Jonathan Edwards writes:
 > 
 > On Jun 15, 2006, at 06:23, Roch Bourbonnais - Performance Engineering  
 > wrote:
 > 
 > > Naively I''d think a write_cache  should not help throughput
 > > test since the cache should fill  up after which you should still be
 > > throttled by the physical drain rate. You clearly show that
 > > it helps; Anyone knows why/how a cache helps throughput ?
 > 
 > 7200 RPM disks are typically IOP bound - so the write cache (which
 > can be up to 16MB on some drives) should be able to buffer enough
 > IO to deliver more efficiently on each IOP and also reduce head seek.
 > Not sure which vendors implement write through when the cache fills,
 > or how detailed the drive cache algos on SATA can go ..
 > 
 > Take a look at PSARC 2004/652:
 > http://www.opensolaris.org/os/community/arc/caselog/2004/652/
 > 
 > .je
 > _______________________________________________
 > zfs-discuss mailing list
 > zfs-discuss at opensolaris.org
 > http://mail.opensolaris.org/mailman/listinfo/zfs-discuss

Anton B. Rang

2006-Jun-15 14:30 UTC

head link

[zfs-discuss] Re: Re: disk write cache, redux

The write cache decouples the actual write to disk from the data transfer from
the host. For a streaming operation, this means that the disk can typically
stream data onto tracks with almost no latency (because the cache can aggregate
multiple I/O operations into full tracks which can be written without waiting
for the right sector to come around).

Disks could do this with "write cache disabled" if they actually used
their write cache anyway and simply didn''t acknowledge the write
immediately, but it appears they don''t, perhaps because this would add
extra latency compared to actually waiting for the disk to get to the right
place and transferring the data (well, one track''s worth at least), or
perhaps because SATA disks are normally used with the write cache enabled and
hence that''s the optimized code path.
 
 
This message posted from opensolaris.org

Phil Brown

2006-Jun-15 15:02 UTC

head link

[zfs-discuss] Re: disk write cache, redux

Roch Bourbonnais - Performance Engineering wrote:> I''m puzzled by 2 things.
> 
> Naively I''d think a write_cache  should not help throughput
> test since the cache should fill  up after which you should still be
> throttled by the physical drain rate. You clearly show that
> it helps; Anyone knows why/how a cache helps throughput ?
> 
> And the second thing...quick search, this seems relevant
> 
> 	Bug ID: 6397876
> 	Synopsis: sata drives need default write cache controlled via property
> 	Integrated in Build: snv_38
> 	http://bugs.opensolaris.org/bugdatabase/view_bug.do?bug_id=6397876
> 

well, that just says that the cache settings dont stick across reboot. that 
doesnt seem to have any bearing on whether zfs toggles write cache or not.

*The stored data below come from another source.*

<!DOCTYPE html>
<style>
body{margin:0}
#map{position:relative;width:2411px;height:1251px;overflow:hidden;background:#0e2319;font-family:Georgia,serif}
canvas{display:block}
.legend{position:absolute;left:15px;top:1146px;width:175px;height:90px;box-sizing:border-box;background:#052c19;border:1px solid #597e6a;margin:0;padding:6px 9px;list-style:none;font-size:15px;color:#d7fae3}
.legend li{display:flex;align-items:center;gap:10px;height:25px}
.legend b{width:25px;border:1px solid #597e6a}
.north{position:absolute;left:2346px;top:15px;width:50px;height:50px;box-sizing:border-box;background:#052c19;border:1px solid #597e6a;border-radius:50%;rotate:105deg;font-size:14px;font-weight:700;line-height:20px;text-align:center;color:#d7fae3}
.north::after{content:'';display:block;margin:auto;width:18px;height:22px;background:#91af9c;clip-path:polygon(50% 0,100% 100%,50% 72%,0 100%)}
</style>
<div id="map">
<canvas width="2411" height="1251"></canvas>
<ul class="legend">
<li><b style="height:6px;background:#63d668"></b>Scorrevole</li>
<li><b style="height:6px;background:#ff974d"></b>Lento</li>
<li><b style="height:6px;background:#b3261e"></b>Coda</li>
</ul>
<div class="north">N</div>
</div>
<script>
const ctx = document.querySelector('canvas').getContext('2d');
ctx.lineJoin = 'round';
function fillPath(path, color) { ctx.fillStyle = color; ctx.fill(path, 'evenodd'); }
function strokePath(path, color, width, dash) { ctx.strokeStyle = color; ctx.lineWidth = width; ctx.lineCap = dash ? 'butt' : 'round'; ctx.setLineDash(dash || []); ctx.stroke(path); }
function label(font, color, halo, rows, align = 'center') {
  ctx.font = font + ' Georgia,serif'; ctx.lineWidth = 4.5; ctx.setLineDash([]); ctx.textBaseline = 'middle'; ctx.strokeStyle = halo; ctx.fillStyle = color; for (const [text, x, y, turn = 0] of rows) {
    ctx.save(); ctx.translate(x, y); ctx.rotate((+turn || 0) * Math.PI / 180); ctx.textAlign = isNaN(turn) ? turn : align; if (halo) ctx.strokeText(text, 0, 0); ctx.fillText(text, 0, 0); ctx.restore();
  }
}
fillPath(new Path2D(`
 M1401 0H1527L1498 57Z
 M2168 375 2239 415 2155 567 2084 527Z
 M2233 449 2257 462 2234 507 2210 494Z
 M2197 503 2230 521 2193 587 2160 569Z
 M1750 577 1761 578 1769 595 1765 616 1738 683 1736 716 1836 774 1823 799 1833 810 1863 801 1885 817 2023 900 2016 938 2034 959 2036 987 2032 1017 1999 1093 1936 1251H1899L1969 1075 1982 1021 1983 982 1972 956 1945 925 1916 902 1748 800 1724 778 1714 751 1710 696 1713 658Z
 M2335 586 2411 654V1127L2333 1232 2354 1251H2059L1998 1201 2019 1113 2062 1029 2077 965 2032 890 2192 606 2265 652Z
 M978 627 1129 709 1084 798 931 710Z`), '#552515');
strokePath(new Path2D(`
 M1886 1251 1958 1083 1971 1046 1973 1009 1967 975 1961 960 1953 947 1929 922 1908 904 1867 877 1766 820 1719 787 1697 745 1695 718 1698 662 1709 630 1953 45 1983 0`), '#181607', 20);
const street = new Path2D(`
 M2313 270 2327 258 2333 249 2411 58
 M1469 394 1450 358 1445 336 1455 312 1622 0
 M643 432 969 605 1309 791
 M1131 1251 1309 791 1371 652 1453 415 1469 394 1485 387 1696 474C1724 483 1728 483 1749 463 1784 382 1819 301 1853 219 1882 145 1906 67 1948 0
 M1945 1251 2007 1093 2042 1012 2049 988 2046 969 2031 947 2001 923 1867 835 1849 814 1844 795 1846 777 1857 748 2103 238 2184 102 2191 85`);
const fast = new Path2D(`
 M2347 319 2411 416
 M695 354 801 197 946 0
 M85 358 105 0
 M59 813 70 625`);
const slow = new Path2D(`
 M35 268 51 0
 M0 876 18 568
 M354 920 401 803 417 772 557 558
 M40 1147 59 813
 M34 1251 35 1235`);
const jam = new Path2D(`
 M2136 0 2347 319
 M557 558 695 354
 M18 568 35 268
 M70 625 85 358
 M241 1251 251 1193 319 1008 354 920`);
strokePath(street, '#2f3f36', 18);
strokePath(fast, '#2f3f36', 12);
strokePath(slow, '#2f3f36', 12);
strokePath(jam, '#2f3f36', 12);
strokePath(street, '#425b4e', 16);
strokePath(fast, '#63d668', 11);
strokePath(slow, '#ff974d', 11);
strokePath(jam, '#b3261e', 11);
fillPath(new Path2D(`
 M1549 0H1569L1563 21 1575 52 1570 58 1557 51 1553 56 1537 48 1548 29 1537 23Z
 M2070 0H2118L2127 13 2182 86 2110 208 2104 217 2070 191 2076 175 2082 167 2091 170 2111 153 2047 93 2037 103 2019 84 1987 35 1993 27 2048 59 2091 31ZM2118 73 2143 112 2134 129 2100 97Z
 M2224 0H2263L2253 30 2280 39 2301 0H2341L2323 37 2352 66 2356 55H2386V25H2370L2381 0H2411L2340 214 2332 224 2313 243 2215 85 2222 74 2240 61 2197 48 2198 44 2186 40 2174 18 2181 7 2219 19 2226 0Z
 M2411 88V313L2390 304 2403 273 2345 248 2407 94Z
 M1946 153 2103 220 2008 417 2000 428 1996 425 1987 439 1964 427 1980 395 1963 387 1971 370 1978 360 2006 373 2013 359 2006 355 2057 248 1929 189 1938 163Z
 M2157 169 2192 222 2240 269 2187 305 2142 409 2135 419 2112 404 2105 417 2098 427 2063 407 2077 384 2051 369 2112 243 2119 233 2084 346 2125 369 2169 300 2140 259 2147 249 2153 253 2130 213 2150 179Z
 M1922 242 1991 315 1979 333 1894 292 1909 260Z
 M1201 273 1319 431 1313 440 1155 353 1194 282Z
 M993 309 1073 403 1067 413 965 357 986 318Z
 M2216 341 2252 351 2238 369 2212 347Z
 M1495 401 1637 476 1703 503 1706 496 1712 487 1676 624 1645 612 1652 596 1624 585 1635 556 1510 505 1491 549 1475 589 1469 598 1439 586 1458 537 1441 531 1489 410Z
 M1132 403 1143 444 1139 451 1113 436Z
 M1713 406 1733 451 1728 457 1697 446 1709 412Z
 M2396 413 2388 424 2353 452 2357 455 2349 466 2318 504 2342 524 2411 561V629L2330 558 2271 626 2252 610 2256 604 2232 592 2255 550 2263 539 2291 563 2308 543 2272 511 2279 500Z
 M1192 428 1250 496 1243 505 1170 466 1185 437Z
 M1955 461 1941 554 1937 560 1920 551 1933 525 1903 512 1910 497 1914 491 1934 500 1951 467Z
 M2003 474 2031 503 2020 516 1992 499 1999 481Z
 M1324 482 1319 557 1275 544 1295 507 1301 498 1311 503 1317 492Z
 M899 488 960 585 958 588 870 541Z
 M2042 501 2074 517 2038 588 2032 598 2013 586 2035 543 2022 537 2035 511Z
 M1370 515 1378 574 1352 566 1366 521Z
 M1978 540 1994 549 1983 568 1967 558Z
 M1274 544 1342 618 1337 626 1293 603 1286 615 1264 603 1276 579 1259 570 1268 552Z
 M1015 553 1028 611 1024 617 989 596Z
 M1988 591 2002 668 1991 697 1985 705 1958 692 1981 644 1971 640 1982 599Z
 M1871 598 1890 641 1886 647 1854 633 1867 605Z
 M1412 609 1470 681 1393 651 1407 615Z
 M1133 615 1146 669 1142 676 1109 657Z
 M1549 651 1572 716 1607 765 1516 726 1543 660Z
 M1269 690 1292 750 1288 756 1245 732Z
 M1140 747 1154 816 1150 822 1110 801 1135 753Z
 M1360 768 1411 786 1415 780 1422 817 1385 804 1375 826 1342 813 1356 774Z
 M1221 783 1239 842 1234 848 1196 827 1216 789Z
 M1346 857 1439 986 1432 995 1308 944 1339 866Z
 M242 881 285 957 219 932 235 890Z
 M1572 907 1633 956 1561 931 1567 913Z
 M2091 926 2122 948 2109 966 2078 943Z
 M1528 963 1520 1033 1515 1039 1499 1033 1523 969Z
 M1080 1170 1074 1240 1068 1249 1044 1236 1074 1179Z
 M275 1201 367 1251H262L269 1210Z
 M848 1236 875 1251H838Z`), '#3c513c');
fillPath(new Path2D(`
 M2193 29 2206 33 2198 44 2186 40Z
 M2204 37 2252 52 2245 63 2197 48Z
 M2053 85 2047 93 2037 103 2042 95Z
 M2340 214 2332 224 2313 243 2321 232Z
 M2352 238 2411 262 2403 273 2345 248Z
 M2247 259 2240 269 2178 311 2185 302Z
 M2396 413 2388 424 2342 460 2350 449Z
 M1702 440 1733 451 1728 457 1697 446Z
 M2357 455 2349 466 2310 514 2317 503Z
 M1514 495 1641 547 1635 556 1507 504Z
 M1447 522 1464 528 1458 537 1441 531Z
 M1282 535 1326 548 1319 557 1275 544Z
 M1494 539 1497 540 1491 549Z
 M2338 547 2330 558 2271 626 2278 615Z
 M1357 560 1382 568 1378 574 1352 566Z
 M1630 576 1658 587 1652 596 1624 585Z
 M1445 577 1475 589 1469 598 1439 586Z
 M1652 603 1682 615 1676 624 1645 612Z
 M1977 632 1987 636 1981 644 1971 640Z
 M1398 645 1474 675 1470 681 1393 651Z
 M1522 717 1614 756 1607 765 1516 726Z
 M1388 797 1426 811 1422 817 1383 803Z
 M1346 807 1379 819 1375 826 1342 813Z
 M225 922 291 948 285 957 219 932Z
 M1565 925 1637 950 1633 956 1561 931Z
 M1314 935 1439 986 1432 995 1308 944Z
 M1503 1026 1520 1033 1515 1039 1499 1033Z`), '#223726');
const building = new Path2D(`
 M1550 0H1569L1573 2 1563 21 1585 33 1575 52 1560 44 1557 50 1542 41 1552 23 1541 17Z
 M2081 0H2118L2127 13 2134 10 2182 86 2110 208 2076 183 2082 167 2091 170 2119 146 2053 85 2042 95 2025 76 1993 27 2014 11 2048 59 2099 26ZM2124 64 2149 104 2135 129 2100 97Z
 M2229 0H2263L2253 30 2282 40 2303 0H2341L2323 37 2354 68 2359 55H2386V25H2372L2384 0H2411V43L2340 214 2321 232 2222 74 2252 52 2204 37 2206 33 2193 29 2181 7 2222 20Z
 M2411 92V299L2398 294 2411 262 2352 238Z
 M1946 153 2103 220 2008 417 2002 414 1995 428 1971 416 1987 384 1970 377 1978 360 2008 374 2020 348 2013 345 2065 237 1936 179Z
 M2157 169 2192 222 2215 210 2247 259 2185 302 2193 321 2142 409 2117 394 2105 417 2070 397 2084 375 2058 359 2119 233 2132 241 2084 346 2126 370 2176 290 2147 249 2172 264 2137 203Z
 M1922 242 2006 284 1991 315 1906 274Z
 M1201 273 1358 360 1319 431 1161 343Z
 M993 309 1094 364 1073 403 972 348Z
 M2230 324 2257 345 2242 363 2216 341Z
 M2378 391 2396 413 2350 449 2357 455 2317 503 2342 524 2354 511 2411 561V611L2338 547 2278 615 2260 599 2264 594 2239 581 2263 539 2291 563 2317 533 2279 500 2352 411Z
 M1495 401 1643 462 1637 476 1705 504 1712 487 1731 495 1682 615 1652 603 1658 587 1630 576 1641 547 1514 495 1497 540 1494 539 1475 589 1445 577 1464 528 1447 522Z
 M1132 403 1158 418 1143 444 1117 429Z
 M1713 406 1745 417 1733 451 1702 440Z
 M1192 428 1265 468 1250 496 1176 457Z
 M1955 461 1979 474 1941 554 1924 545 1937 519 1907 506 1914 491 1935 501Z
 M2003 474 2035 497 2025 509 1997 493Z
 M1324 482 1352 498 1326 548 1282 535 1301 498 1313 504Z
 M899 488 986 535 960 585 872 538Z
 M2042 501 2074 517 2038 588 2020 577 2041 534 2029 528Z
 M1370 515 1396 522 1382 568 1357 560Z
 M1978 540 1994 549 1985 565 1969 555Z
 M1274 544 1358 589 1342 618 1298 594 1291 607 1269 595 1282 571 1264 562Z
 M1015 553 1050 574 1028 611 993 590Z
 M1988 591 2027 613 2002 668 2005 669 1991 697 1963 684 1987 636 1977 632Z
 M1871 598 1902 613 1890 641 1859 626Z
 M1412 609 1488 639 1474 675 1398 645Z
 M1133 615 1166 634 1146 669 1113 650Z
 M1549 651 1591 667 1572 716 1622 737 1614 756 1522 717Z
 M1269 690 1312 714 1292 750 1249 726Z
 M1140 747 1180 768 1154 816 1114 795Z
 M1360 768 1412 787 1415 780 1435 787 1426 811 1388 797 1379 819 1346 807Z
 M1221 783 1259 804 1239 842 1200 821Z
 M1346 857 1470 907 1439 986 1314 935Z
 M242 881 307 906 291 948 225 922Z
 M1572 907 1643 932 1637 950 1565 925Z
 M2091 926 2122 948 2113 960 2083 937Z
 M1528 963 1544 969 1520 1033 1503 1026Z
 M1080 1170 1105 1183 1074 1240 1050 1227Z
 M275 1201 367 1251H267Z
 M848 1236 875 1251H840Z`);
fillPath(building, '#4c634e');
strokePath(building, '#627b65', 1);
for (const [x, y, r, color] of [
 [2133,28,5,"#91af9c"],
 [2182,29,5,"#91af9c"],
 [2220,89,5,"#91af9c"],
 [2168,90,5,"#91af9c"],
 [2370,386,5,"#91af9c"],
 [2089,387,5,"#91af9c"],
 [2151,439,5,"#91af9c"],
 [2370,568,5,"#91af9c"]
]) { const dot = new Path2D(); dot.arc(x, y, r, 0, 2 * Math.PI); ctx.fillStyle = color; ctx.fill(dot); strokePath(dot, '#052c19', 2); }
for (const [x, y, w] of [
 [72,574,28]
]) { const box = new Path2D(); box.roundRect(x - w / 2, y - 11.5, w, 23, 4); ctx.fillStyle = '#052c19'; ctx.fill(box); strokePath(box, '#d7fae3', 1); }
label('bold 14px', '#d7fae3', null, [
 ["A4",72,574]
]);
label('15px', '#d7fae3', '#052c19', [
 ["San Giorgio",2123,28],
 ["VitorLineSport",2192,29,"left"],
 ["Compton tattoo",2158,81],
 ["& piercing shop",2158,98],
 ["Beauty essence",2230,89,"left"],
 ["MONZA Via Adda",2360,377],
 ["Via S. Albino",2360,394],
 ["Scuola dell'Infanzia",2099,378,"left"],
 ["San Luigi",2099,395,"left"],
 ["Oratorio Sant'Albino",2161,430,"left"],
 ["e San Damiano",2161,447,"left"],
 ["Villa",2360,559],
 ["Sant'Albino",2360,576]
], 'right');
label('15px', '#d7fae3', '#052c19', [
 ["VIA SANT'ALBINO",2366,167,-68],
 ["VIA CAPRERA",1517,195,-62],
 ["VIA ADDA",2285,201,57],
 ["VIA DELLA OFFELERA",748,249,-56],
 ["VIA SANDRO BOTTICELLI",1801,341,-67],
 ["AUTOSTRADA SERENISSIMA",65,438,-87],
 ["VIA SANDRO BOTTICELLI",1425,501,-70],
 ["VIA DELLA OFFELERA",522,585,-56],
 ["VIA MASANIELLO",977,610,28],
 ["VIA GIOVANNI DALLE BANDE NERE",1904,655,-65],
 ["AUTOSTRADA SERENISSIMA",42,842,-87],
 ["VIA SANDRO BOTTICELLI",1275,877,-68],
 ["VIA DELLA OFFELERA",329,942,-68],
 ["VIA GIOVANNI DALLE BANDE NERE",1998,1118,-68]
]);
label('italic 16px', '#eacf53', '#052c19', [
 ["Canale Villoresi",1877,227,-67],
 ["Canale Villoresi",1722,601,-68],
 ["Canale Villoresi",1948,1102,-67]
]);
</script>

 From the sound of things, it sounds like what was previously written on 
this list was incorrect: I now infer that zfs does NOT do any "smart 
toggling" of write cache enable/disable on drives that it uses.
(although it may or may not do some "flush cache" calls at appropriate
moments)

Roch

2006-Jun-15 15:20 UTC

head link

[zfs-discuss] Re: disk write cache, redux

Check here:

 http://cvs.opensolaris.org/source/xref/on/usr/src/uts/common/fs/zfs/vdev_disk.c#157

-r

Phil Brown writes:
 > Roch Bourbonnais - Performance Engineering wrote:
 > > I''m puzzled by 2 things.
 > > 
 > > Naively I''d think a write_cache  should not help throughput
 > > test since the cache should fill  up after which you should still be
 > > throttled by the physical drain rate. You clearly show that
 > > it helps; Anyone knows why/how a cache helps throughput ?
 > > 
 > > And the second thing...quick search, this seems relevant
 > > 
 > > 	Bug ID: 6397876
 > > 	Synopsis: sata drives need default write cache controlled via
property
 > > 	Integrated in Build: snv_38
 > > 	http://bugs.opensolaris.org/bugdatabase/view_bug.do?bug_id=6397876
 > > 
 > 
 > 
 > well, that just says that the cache settings dont stick across reboot.
that
 > doesnt seem to have any bearing on whether zfs toggles write cache or not.
 > 
 >  From the sound of things, it sounds like what was previously written on 
 > this list was incorrect: I now infer that zfs does NOT do any "smart 
 > toggling" of write cache enable/disable on drives that it uses.
 > (although it may or may not do some "flush cache" calls at
appropriate moments)
 > 
 > 
 > _______________________________________________
 > zfs-discuss mailing list
 > zfs-discuss at opensolaris.org
 > http://mail.opensolaris.org/mailman/listinfo/zfs-discuss

Philip Brown

2006-Jun-15 19:56 UTC

head link

[zfs-discuss] Re: disk write cache, redux

Roch wrote:> Check here:
> 
> 
http://cvs.opensolaris.org/source/xref/on/usr/src/uts/common/fs/zfs/vdev_disk.c#157
> 
distilled version:
   vdev_disk_open(vdev_t *vd, uint64_t *psize, uint64_t *ashift)
   /*...*/
   /*
    * If we own the whole disk, try to enable disk write caching.
    * We ignore errors because it''s OK if we can''t do it.
    */

Which to me implies, "when a disk pool is mounted/created, enable write
cache".

(and presumably leave it on indefinately)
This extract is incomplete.